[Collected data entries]

········

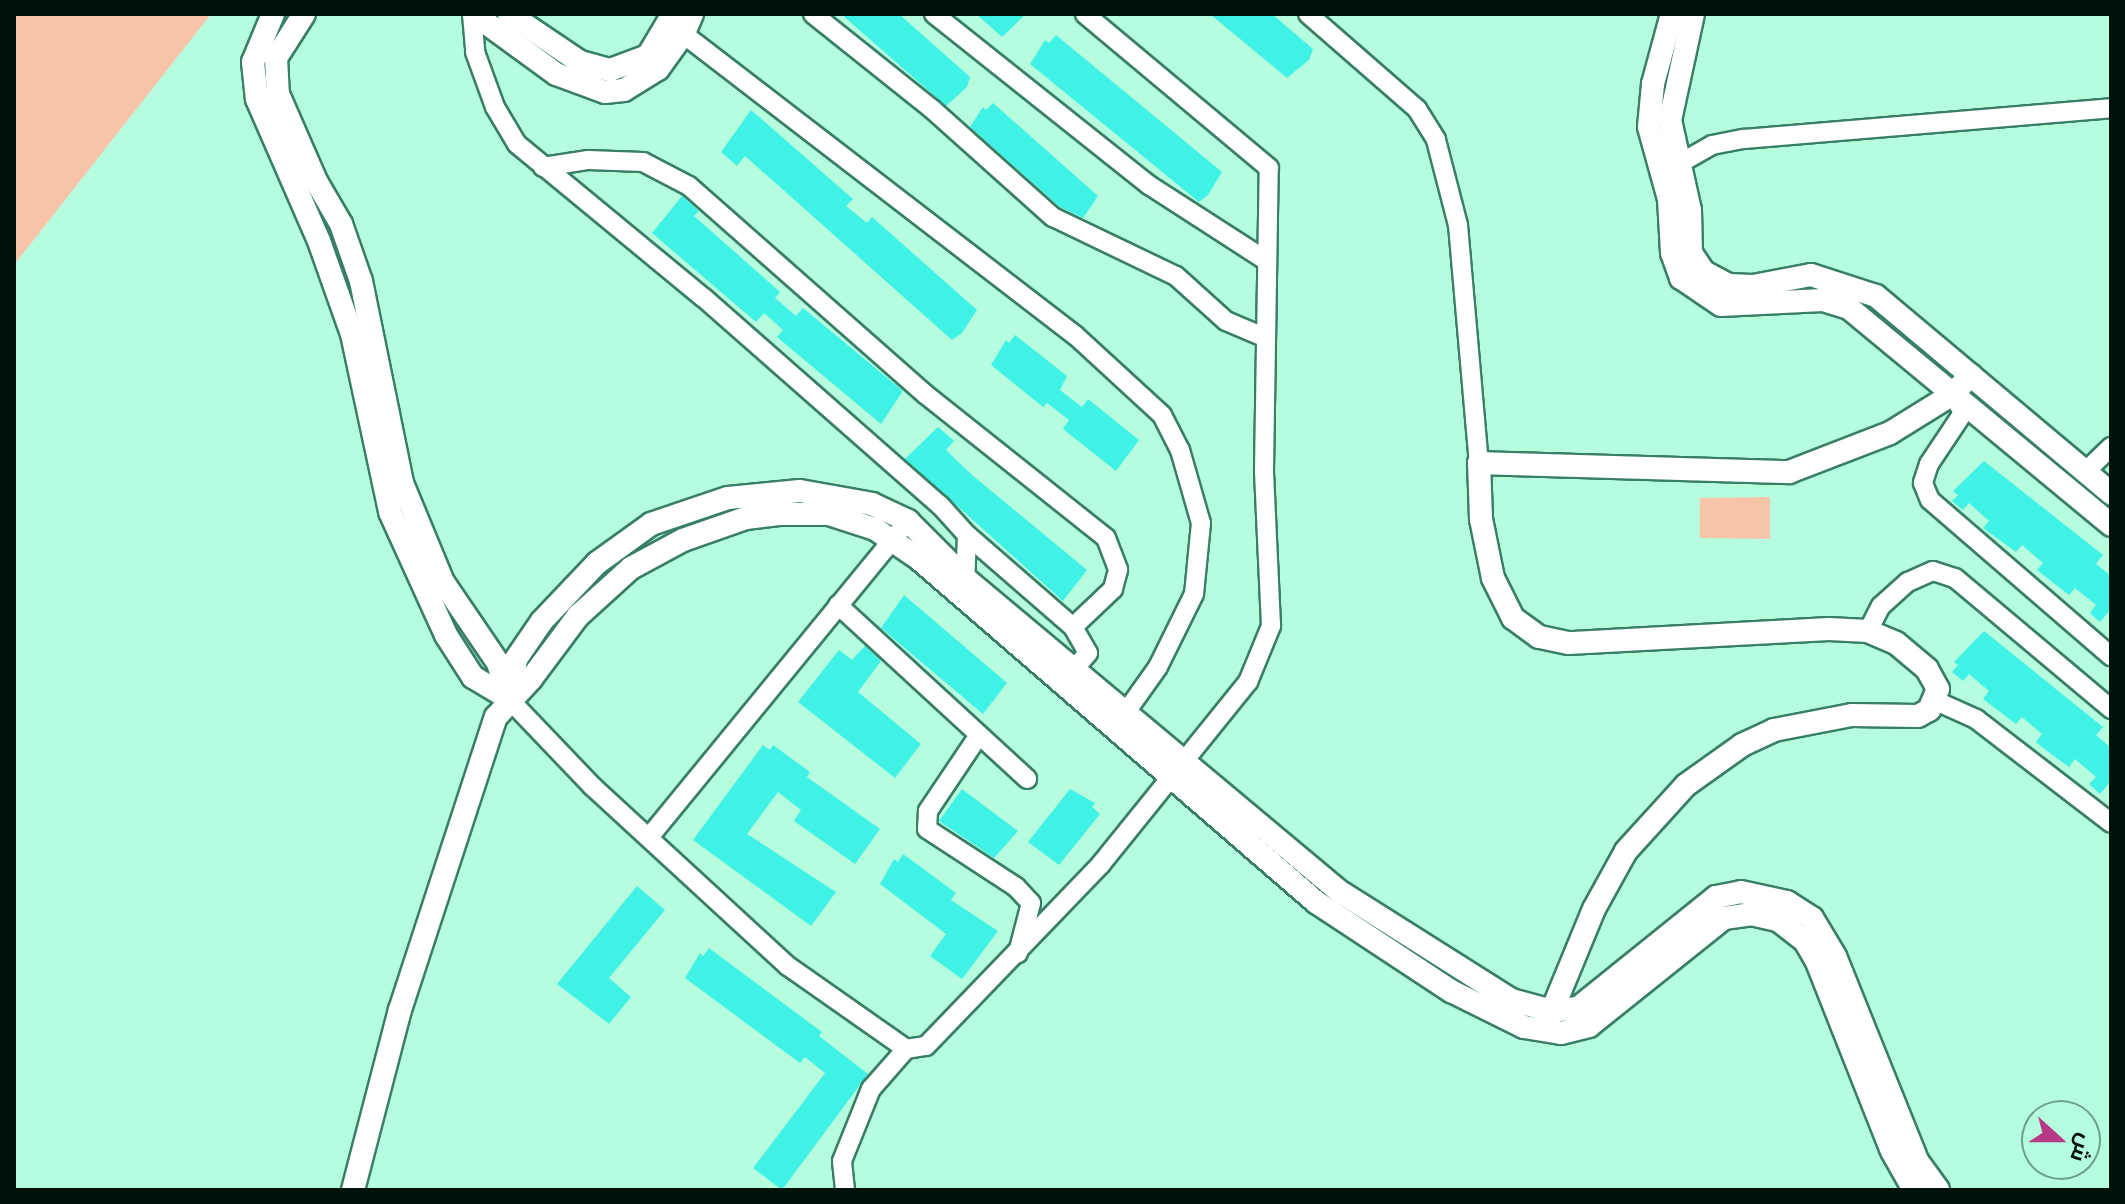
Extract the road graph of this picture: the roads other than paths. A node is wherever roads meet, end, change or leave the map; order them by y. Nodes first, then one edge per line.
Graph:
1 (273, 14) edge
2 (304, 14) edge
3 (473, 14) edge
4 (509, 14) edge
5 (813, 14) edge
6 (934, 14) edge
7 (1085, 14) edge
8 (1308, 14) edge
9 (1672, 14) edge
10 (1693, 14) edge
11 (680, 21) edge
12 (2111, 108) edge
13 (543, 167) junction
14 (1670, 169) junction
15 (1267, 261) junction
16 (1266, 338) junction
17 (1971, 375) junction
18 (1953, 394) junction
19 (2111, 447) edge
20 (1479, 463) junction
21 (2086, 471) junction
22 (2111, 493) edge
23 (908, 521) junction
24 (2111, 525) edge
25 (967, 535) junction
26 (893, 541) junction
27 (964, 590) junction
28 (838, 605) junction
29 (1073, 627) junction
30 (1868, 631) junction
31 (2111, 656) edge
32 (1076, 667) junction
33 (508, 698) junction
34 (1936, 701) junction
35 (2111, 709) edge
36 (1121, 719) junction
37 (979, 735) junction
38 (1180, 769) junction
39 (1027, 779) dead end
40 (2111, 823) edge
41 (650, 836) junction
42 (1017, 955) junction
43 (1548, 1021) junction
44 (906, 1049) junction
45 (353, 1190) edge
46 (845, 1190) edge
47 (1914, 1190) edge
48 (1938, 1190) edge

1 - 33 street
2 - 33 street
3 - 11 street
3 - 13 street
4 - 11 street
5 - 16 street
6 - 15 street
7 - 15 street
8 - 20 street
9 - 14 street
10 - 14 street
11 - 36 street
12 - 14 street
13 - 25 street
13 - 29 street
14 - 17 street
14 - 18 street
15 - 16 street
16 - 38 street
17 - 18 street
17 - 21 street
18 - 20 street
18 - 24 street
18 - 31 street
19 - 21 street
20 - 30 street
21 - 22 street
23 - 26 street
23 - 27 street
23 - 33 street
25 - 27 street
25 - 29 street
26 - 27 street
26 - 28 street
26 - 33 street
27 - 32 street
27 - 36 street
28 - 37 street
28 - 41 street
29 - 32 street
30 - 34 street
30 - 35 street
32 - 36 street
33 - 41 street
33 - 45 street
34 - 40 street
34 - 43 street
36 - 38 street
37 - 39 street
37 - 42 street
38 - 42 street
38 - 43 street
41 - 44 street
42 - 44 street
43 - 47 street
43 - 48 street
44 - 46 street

········

Problem requirements – Every entry above needs to be duplicated exactly, without its images.

Exercise solution –
Extract the road graph of this picture: the roads other than paths. A node is wherever roads meet, end, change or leave the map; order them by y. Nodes first, then one edge per line.
Graph:
1 (273, 14) edge
2 (304, 14) edge
3 (473, 14) edge
4 (509, 14) edge
5 (813, 14) edge
6 (934, 14) edge
7 (1085, 14) edge
8 (1308, 14) edge
9 (1672, 14) edge
10 (1693, 14) edge
11 (680, 21) edge
12 (2111, 108) edge
13 (543, 167) junction
14 (1670, 169) junction
15 (1267, 261) junction
16 (1266, 338) junction
17 (1971, 375) junction
18 (1953, 394) junction
19 (2111, 447) edge
20 (1479, 463) junction
21 (2086, 471) junction
22 (2111, 493) edge
23 (908, 521) junction
24 (2111, 525) edge
25 (967, 535) junction
26 (893, 541) junction
27 (964, 590) junction
28 (838, 605) junction
29 (1073, 627) junction
30 (1868, 631) junction
31 (2111, 656) edge
32 (1076, 667) junction
33 (508, 698) junction
34 (1936, 701) junction
35 (2111, 709) edge
36 (1121, 719) junction
37 (979, 735) junction
38 (1180, 769) junction
39 (1027, 779) dead end
40 (2111, 823) edge
41 (650, 836) junction
42 (1017, 955) junction
43 (1548, 1021) junction
44 (906, 1049) junction
45 (353, 1190) edge
46 (845, 1190) edge
47 (1914, 1190) edge
48 (1938, 1190) edge

1 - 33 street
2 - 33 street
3 - 11 street
3 - 13 street
4 - 11 street
5 - 16 street
6 - 15 street
7 - 15 street
8 - 20 street
9 - 14 street
10 - 14 street
11 - 36 street
12 - 14 street
13 - 25 street
13 - 29 street
14 - 17 street
14 - 18 street
15 - 16 street
16 - 38 street
17 - 18 street
17 - 21 street
18 - 20 street
18 - 24 street
18 - 31 street
19 - 21 street
20 - 30 street
21 - 22 street
23 - 26 street
23 - 27 street
23 - 33 street
25 - 27 street
25 - 29 street
26 - 27 street
26 - 28 street
26 - 33 street
27 - 32 street
27 - 36 street
28 - 37 street
28 - 41 street
29 - 32 street
30 - 34 street
30 - 35 street
32 - 36 street
33 - 41 street
33 - 45 street
34 - 40 street
34 - 43 street
36 - 38 street
37 - 39 street
37 - 42 street
38 - 42 street
38 - 43 street
41 - 44 street
42 - 44 street
43 - 47 street
43 - 48 street
44 - 46 street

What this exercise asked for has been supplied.